Well, that's not an inspired signing at all. Lose Big Sexy, keep the White Mamba. Yay. The excitement is killing me.


----------



## Job (Feb 28, 2011)

All the white mamba is good for is free tacos.


----------



## yodurk (Sep 4, 2002)

I am not a fan of Scal, but I am OK with this. He is in great shape from playing Euro ball and was playing very well over there. He is the cheapest stretch 4 you will ever find, and we really don't have another stretch 4 on the roster. For 3rd string services there are worse fits.


----------



## Bogg (May 4, 2009)

I've been saying this about Scal since his Boston days, but he's a nice guy to have on the end of your bench. He's perfectly content to wear a suit to 65 games a year, but in a "break glass in case of emergency" situation he plays decent enough defense to be a placeholder and on offense you can camp him in the corner and he hits that shot often enough that the D can't forget about him.
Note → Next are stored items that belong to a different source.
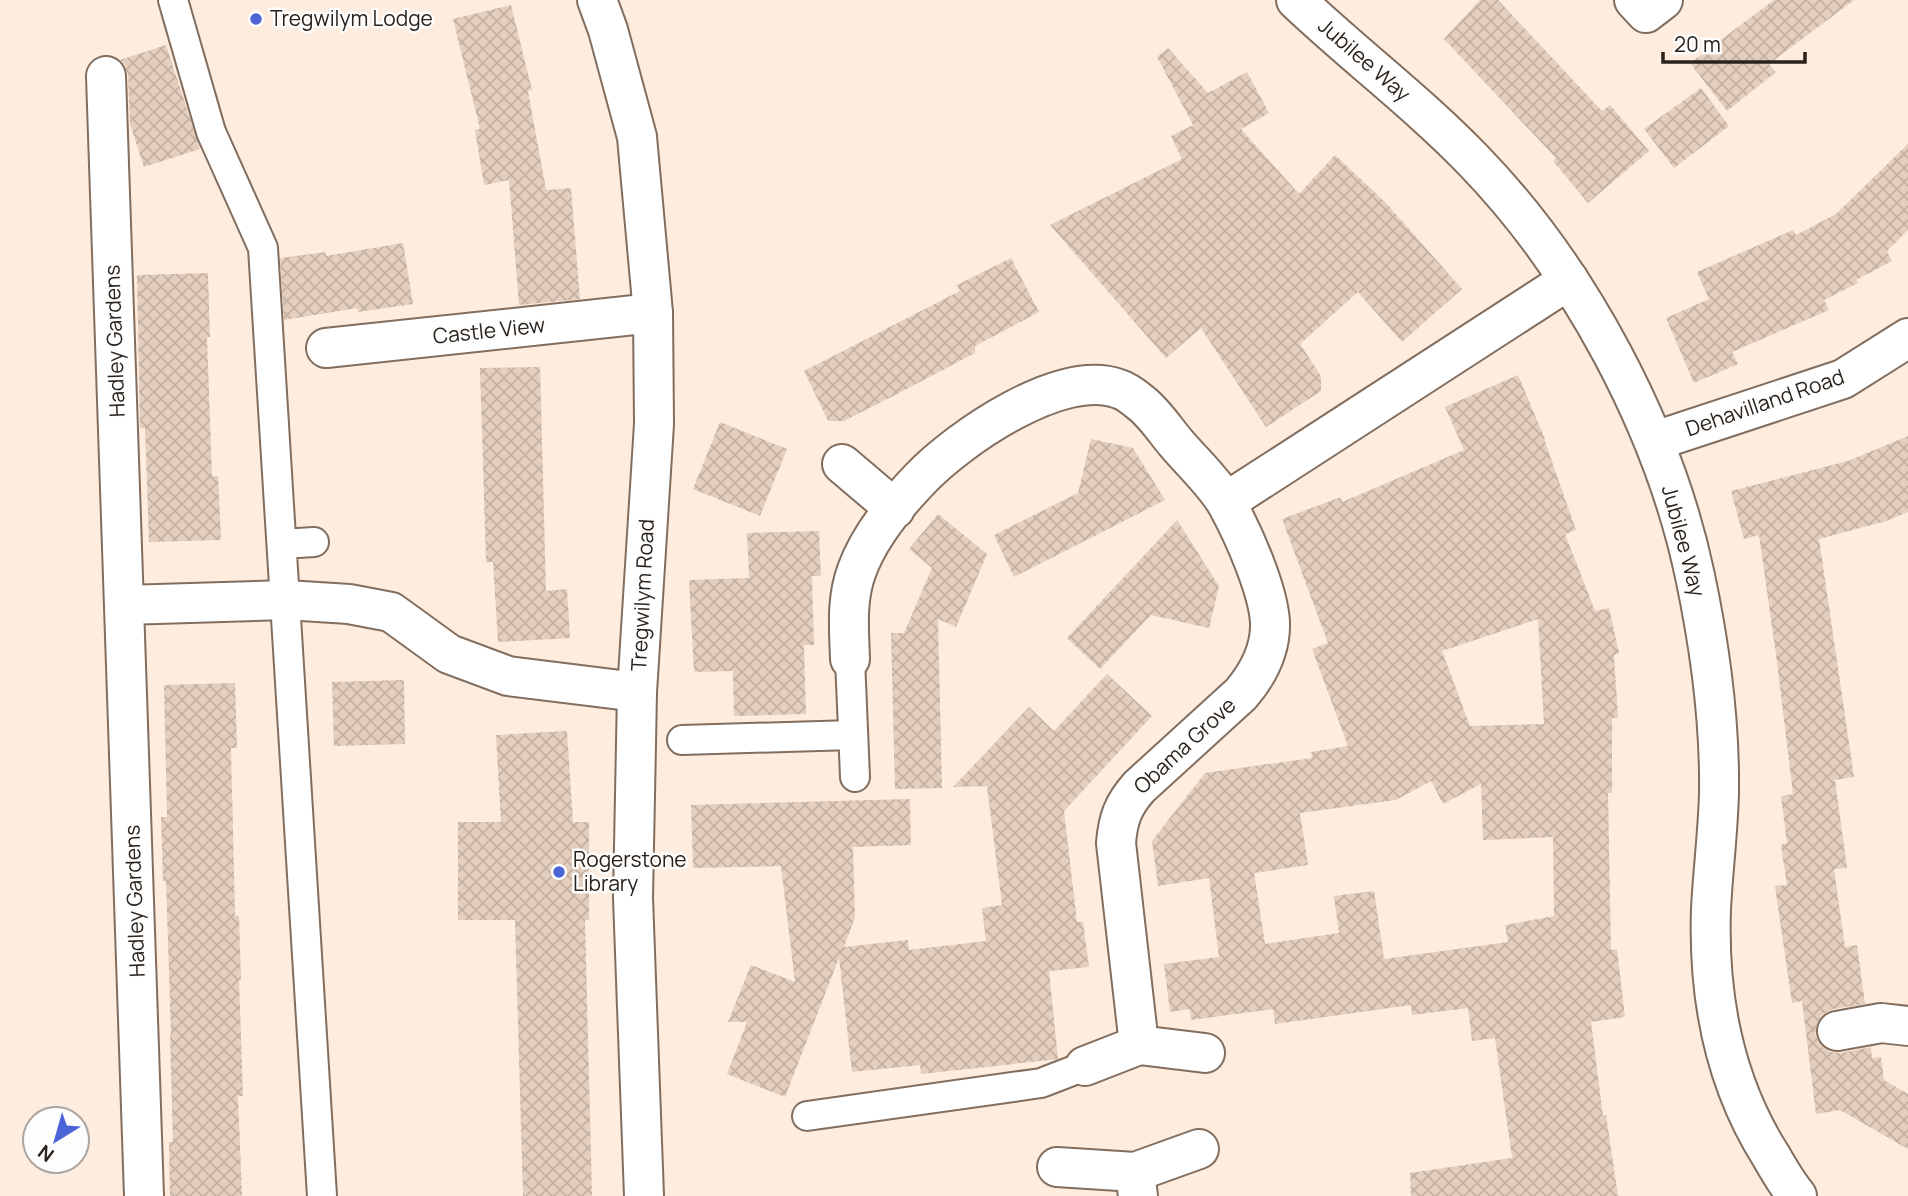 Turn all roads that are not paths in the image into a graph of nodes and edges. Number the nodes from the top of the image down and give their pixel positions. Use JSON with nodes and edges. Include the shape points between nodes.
{"nodes":[{"id":1,"x":173,"y":0,"type":"edge"},
{"id":2,"x":597,"y":0,"type":"edge"},
{"id":3,"x":1296,"y":0,"type":"edge"},
{"id":4,"x":1634,"y":0,"type":"edge"},
{"id":5,"x":1663,"y":0,"type":"edge"},
{"id":6,"x":106,"y":76,"type":"dead end"},
{"id":7,"x":1569,"y":281,"type":"junction"},
{"id":8,"x":653,"y":313,"type":"junction"},
{"id":9,"x":1908,"y":338,"type":"edge"},
{"id":10,"x":326,"y":348,"type":"dead end"},
{"id":11,"x":1655,"y":441,"type":"junction"},
{"id":12,"x":842,"y":464,"type":"dead end"},
{"id":13,"x":1226,"y":502,"type":"junction"},
{"id":14,"x":895,"y":509,"type":"junction"},
{"id":15,"x":314,"y":542,"type":"dead end"},
{"id":16,"x":282,"y":544,"type":"junction"},
{"id":17,"x":286,"y":600,"type":"junction"},
{"id":18,"x":124,"y":605,"type":"junction"},
{"id":19,"x":850,"y":659,"type":"joint"},
{"id":20,"x":637,"y":692,"type":"junction"},
{"id":21,"x":853,"y":735,"type":"junction"},
{"id":22,"x":682,"y":740,"type":"dead end"},
{"id":23,"x":855,"y":777,"type":"dead end"},
{"id":24,"x":1908,"y":1026,"type":"edge"},
{"id":25,"x":1837,"y":1031,"type":"dead end"},
{"id":26,"x":1139,"y":1045,"type":"junction"},
{"id":27,"x":1205,"y":1053,"type":"dead end"},
{"id":28,"x":1085,"y":1066,"type":"joint"},
{"id":29,"x":807,"y":1116,"type":"dead end"},
{"id":30,"x":1199,"y":1149,"type":"dead end"},
{"id":31,"x":1057,"y":1167,"type":"dead end"},
{"id":32,"x":1136,"y":1184,"type":"edge"},
{"id":33,"x":144,"y":1196,"type":"edge"},
{"id":34,"x":322,"y":1196,"type":"edge"},
{"id":35,"x":644,"y":1196,"type":"edge"},
{"id":36,"x":1797,"y":1196,"type":"edge"}],
"edges":[{"from":1,"to":16,"type":"lane","via":[[211,132],[263,248]]},
{"from":2,"to":8,"type":"street","name":"Tregwilym Road","via":[[637,137]]},
{"from":3,"to":7,"type":"street","name":"Jubilee Way","via":[[1475,161]]},
{"from":4,"to":5,"type":"street","via":[[1646,13]]},
{"from":6,"to":18,"type":"street","name":"Hadley Gardens"},
{"from":7,"to":11,"type":"street","name":"Jubilee Way","via":[[1613,355]]},
{"from":7,"to":13,"type":"street"},
{"from":8,"to":10,"type":"street","name":"Castle View"},
{"from":8,"to":20,"type":"street","name":"Tregwilym Road","via":[[654,424]]},
{"from":9,"to":11,"type":"street","name":"Dehavilland Road","via":[[1843,379]]},
{"from":11,"to":36,"type":"street","name":"Jubilee Way","via":[[1695,573],[1715,713],[1719,792],[1711,972],[1721,1034],[1733,1082],[1758,1135]]},
{"from":12,"to":14,"type":"street"},
{"from":13,"to":14,"type":"street","name":"Obama Grove","via":[[1142,403],[1119,389],[1092,383],[1066,387],[981,430],[921,478]]},
{"from":13,"to":26,"type":"street","name":"Obama Grove","via":[[1264,594],[1270,622],[1267,651],[1256,676],[1241,694],[1139,787],[1125,802],[1118,822],[1116,843]]},
{"from":14,"to":19,"type":"street","name":"Obama Grove","via":[[870,542],[857,571],[849,603]]},
{"from":15,"to":16,"type":"lane"},
{"from":16,"to":17,"type":"lane"},
{"from":17,"to":18,"type":"street"},
{"from":17,"to":20,"type":"street","via":[[391,612],[449,654],[508,676]]},
{"from":17,"to":34,"type":"lane"},
{"from":18,"to":33,"type":"street","name":"Hadley Gardens"},
{"from":19,"to":21,"type":"lane"},
{"from":20,"to":35,"type":"street","name":"Tregwilym Road","via":[[633,898]]},
{"from":21,"to":22,"type":"lane"},
{"from":21,"to":23,"type":"lane"},
{"from":24,"to":25,"type":"street","via":[[1881,1023]]},
{"from":26,"to":27,"type":"street"},
{"from":26,"to":28,"type":"street"},
{"from":28,"to":29,"type":"lane","via":[[1041,1083]]},
{"from":30,"to":32,"type":"street"},
{"from":31,"to":32,"type":"street"}]}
In a weird way he's the perfect 13th man.


----------



## thebizkit69u (Feb 12, 2003)

Hes a great influence in the locker room, he keeps guys happy. I guess even kings payed Jesters sooooo yeah.


----------



## Fergus (Oct 2, 2002)

I agree that Brian is a solid 12th man, at the end of the bench. He is a smart player who can play defense and has some range on his shot.
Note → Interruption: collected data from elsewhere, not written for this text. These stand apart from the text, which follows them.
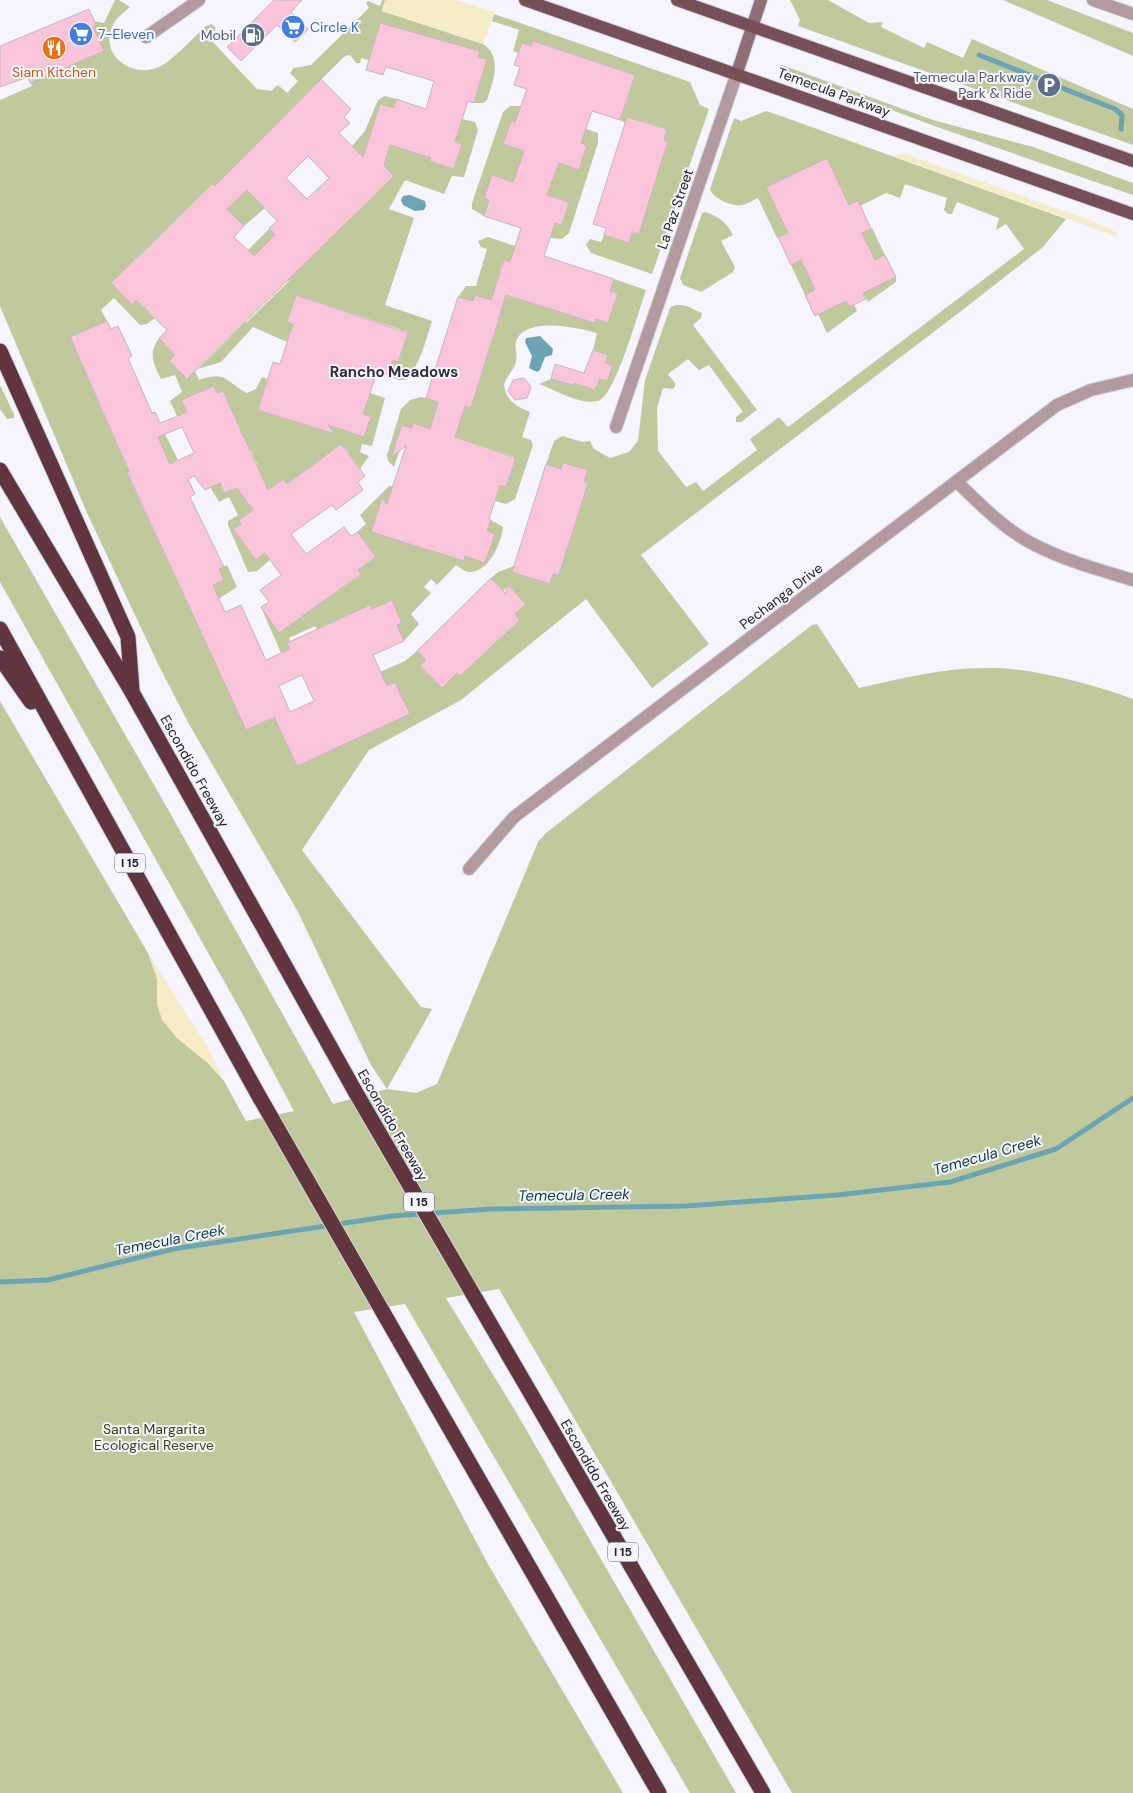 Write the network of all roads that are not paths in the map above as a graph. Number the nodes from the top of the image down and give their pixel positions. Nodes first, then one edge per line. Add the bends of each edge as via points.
1 (199, 0) edge
2 (525, 0) edge
3 (677, 0) edge
4 (761, 0) edge
5 (1094, 0) edge
6 (1133, 14) edge
7 (752, 26) junction
8 (146, 38) dead end
9 (737, 73) junction
10 (1133, 161) edge
11 (1133, 214) edge
12 (0, 351) edge
13 (1133, 380) edge
14 (616, 427) dead end
15 (0, 470) edge
16 (957, 482) junction
17 (1133, 580) edge
18 (0, 629) edge
19 (0, 658) edge
20 (133, 694) junction
21 (77, 767) junction
22 (469, 869) dead end
23 (660, 1793) edge
24 (763, 1793) edge

1 - 8 street
2 - 9 main road, Temecula Parkway
3 - 7 main road
4 - 7 main road, La Paz Street
5 - 6 street
7 - 9 main road, La Paz Street
7 - 10 main road
9 - 11 main road, Temecula Parkway
9 - 14 street, La Paz Street
12 - 20 highway via 128,637
13 - 16 street, Pechanga Drive via 1090,390 1058,405
15 - 20 highway, Escondido Freeway / I 15
16 - 17 street via 986,511 1030,543 1097,570
16 - 22 street, Pechanga Drive via 514,817
18 - 21 highway, I 15
19 - 21 highway
20 - 24 highway, Escondido Freeway / I 15 via 356,1093
21 - 23 highway, I 15 via 260,1098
However, if any one of the 4 big men in front of him go down for even a few games, the Bulls could be in trouble. This is a real worry since Boozer, Noah and Asik all have had there share of injury issues in the last year or two. 

I realize that in a pinch, Deng can play some PF against certain teams. However, this is only a very short term solution.


----------



## S.jR. (May 18, 2010)

Depending on what Kenyon Martin is asking for when he comes back from overseas.. I'd rather sign him and get some quality depth behind our injury prone bigs. 

Or Wilson Chandler/JR Smith.. wait is there still a roster spot left after Pargo was cut?


----------